212 Wis. 357

Yawkey, Appellant, vs. Tax Commission, Respondent.

May 8

September 12, 1933.

*359 For the appellant there were briefs by Bottum, Hudnall, Lecher, McNamara & Michael, and oral argument by George D. Spohn, all of Milwaukee.

For the respondent there was a brief by the Attorney General and F. C. Seibold, assistant attorney general, and oral argument by Mr. Seibold and Mr. Joseph G. Hirschberg, deputy attorney general.

The following opinion was filed June 6, 1933:

Fairchild, J.

The appellant urges that the determination of the county board of review to set aside the additional assessment is a final and conclusive decision; that the board’s conclusion upon the fact of value of the stock at the time of the gift in December, 1922, made after reviewing conflicting testimony, must be accepted for the purposes of assessment if the finding in that respect is supported by substantial evidence. The argument for this contention is based *360on the theory that the power of the Tax Commission in passing upon appeals to it from the board of review is limited to the correction of errors and is not extended by sec. 71.15, Stats., so as to' permit that body to make its own determination as to the assessment. Prior to 1925 the appeal to the Tax Commission under sec. 71.15 was permissive only, and a court review of the determination of the county board of review might be had by certiorari. Ch. 446 of the Laws of 1925 made mandatory an appeal to the Tax Commission under sec. 71.15, and in the general revision of 1927, ch. 539, this practice was continued, so that since 1925, when dissatisfied with the determination of the county board of review, either the assessor of incomes or the taxpayer has taken the matter before the Tax Commission. The Tax Commission then reviews the assessment from the record containing all the evidence relating thereto and it becomes its duty to make necessary corrections. Now the question is as to whether or not, in reviewing an assessment on appeal from the county board of review, the Tax Commission is confined to a consideration of the existence of evidence to support the board’s finding, or whether or not the Tax Commission by way of correction may consider all the evidence and make an assessment which in its opinion is warranted.
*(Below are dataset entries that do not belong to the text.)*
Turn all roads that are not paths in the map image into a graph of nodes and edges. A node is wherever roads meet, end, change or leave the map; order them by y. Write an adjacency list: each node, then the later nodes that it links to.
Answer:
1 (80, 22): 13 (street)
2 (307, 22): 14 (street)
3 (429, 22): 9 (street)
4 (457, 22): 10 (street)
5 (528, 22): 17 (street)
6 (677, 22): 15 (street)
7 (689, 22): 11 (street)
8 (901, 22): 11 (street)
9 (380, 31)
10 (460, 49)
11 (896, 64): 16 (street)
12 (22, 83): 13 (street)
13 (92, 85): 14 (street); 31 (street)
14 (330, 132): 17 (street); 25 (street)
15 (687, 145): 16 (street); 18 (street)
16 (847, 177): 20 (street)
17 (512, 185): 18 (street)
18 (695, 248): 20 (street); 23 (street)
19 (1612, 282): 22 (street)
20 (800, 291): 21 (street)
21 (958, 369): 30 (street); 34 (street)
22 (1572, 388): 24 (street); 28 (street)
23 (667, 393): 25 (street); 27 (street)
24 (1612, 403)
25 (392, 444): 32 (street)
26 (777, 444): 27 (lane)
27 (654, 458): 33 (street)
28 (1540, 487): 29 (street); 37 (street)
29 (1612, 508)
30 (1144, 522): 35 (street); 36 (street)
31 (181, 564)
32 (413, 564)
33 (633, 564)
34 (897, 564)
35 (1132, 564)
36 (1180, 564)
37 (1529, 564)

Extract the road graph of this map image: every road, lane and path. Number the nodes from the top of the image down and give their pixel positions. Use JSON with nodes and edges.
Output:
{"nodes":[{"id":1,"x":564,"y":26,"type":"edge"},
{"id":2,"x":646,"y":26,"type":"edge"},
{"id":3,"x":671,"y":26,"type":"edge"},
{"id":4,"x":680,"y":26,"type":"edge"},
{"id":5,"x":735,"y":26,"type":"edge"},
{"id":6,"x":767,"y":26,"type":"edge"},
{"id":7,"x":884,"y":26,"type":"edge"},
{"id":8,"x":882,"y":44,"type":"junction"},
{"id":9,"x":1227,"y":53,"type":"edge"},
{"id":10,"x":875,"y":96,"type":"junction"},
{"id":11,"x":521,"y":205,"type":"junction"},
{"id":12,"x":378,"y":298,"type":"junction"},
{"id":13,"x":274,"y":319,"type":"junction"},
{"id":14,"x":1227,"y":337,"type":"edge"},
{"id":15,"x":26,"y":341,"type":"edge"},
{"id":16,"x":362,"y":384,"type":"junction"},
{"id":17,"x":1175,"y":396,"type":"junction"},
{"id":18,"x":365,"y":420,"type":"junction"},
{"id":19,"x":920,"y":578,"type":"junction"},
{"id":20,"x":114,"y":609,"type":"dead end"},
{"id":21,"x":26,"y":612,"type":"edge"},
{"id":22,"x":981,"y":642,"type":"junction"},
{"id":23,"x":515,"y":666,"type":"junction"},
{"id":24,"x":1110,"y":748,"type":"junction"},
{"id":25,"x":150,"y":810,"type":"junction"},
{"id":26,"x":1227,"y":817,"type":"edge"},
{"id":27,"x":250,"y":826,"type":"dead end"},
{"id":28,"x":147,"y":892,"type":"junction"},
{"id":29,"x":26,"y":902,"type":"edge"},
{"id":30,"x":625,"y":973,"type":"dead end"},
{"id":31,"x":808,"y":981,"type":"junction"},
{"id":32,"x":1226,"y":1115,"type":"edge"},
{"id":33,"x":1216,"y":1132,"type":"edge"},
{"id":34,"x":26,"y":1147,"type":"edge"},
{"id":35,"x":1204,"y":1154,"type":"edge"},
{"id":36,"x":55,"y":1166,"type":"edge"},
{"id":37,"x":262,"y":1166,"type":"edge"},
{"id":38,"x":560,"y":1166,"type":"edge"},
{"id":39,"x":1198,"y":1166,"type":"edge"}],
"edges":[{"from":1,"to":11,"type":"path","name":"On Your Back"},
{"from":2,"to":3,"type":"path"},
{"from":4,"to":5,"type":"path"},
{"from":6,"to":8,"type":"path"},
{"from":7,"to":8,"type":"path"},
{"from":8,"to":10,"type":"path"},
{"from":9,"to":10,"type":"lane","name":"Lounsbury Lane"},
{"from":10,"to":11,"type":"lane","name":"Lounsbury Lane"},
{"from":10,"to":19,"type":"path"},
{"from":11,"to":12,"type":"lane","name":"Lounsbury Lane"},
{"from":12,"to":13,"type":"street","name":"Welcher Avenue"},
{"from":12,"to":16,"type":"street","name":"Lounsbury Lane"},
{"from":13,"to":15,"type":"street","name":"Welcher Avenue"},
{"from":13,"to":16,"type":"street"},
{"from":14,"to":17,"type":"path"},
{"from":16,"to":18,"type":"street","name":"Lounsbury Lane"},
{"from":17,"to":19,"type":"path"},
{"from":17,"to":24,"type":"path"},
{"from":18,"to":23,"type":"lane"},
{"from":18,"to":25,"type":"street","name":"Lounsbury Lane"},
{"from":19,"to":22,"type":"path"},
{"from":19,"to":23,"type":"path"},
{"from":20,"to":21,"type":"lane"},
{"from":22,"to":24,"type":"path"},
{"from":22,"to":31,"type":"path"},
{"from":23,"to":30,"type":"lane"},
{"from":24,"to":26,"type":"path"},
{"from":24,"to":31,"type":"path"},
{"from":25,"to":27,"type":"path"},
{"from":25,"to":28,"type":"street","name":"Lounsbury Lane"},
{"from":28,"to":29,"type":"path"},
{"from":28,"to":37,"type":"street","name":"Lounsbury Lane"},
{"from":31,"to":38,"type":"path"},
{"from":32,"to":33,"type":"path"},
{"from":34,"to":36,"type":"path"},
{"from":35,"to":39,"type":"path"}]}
“Every system of taxation consists of two parts, — first, the elements that enter into the imposition of the tax, and, second, the steps taken for its assessment and collection.” 1 Cooley, Taxation, § 78.

The first part is a legislative function; the second, the part with which we are concerned on this appeal, relates to the mechanism by which the power to value property for taxation purposes is exercised. The necessity of supervising by a central administrative body of the infinite variety of interests affected by the tax-assessment process is obvious and there is no obstacle in the way of the legislature placing supervising control of this process in the Tax -Commission. *361Practical considerations have prompted the legislature to delegate that duty to that commission. The processes of taxation after the determination of the amount of revenue to be raised and from the time of the valuation of the property when tax is to be levied upon property, the determination of income when it is to be levied upon income, the determination of the value of the estate when it is to be levied upon inheritance, lie wholly within the administrative field. It is the function of the Tax Commission’ under the authority conferred upon it by statute to review critically and deliberately assessments made by those who act primarily upon the questions of value and to exercise its own independent judgment as to the assessment. It evidently was the broad purpose of the legislature in providing this review to make the Tax Commission in all cases the final administrative authority in the determination of contests over assessments, and to make it the final assessing body.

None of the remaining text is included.